Cinco motivos que, para mim, fazem com que a estação do Verão e mais especificamente os meses de Julho e Agosto sejam meses chatos. E, sim, contrariamente à grande maioria do país, eu trabalho nestes meses. Podem dizer que tal se deve, o meu não gostar, a esse facto mas, a verdade é que eu também já fiz férias. No ano passado, passei a segunda quinzena de Agosto no Algarve e, sabem que mais? Não gostei. Não achei o Algarve nada de extraordinário embora, tenha ficado maravilhada com as águas quentes em oposição às geladas do Norte. Imaginei como seria viver no Algarve o ano todo... e, imaginei um cenário triste e desolador, aquelas casas habitadas e movimentadas no Verão, fechadas e abandonadas no Inverno. Na minha pequena vila também existe disto mas ao contrário: são casas de primeira habitação, de quem vive o ano todo e as abandona apenas em férias; a dificuldade maior é para quem aqui deseja passar férias e cujas poucas casas alugáveis são caras. 

 

Outra coisa que, confesso, não compreendo do Verão é a necessidade de peles bronzeadas. Algumas mulheres e homens ficam tão estupidamente feios bronzeados... dizem que é saudável mas, no fundo, não vejo nada disso em pessoas que parecem passar vinte e quatro sob vinte e quatro horas na praia.

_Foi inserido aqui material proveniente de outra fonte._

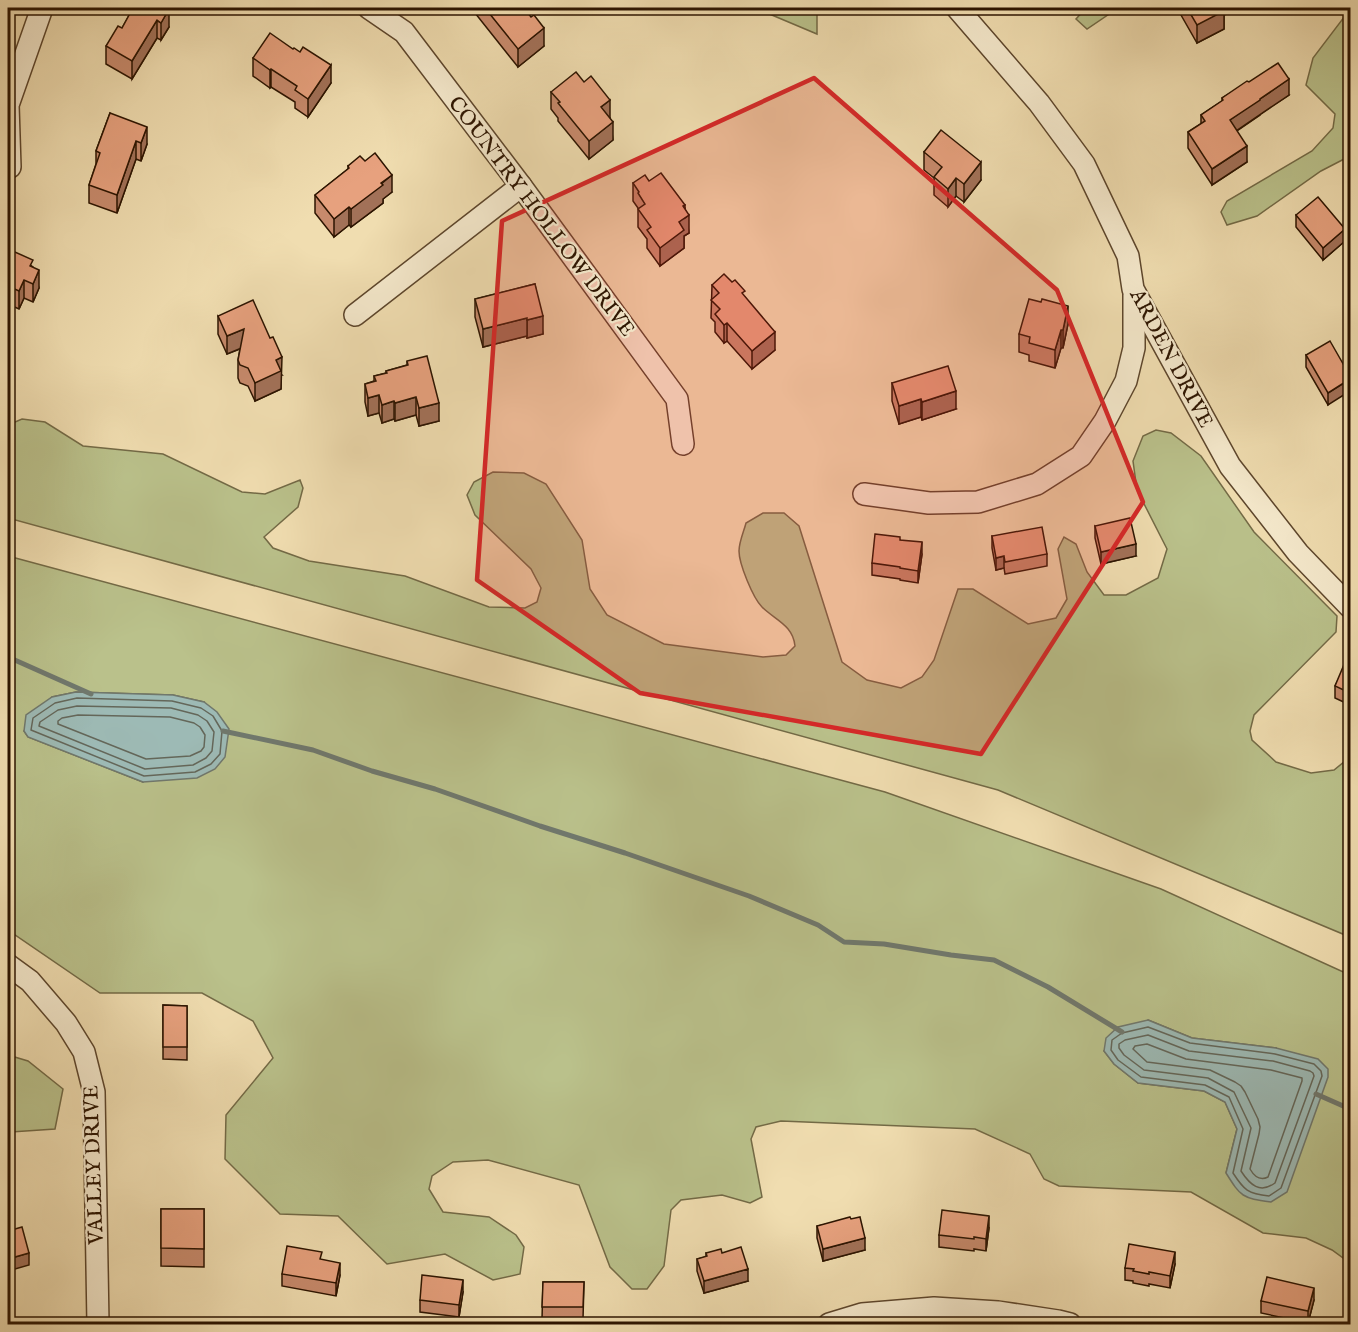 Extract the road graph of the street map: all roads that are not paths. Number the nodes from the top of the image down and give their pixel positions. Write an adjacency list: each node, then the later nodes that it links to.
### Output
1 (42, 8): 4 (street)
2 (369, 8): 5 (street, COUNTRY HOLLOW DRIVE)
3 (957, 8): 6 (street, ARDEN DRIVE)
4 (10, 167)
5 (520, 186): 7 (street); 8 (street, COUNTRY HOLLOW DRIVE)
6 (1133, 289): 9 (street); 10 (street, ARDEN DRIVE)
7 (355, 315)
8 (683, 444)
9 (864, 494)
10 (1350, 607)
11 (8, 965): 12 (street, VALLEY DRIVE)
12 (98, 1324)
13 (834, 1324): 14 (street)
14 (1070, 1324)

Gosto tanto de ser uma copinho de leite - embora, não ache piada alguma quando me perguntam se estou doente por estar tão branca e pálida no Verão.

 

Reconheço que, para muitos, sobretudo famílias, estes meses sejam a altura ideal para estarem em conjunto. Provavelmente, no meu futuro, algo semelhante me irá acontecer e, inclusive, altere a minha maneira de ver. Mas, no fundo, sou mulher que prefere o silêncio, a paz e a calma à confusão e agitação do Verão... e ao calor. Já disse que odeio o calor? Não? Pois odeio verdadeiramente o calor! 

 

Nem tudo é, ainda assim, necessariamente mau. Gosto de uma coisa que só os meses quentes podem fazer por mim... vestidos. Gosto de usar vestidos leves e coloridos e, ah não podia esquecer, de sandálias e pés cuidados à mostra. É, resumidamente, a única vantagem que vejo na estação do Verão. 

 

Podemos saltar para Setembro?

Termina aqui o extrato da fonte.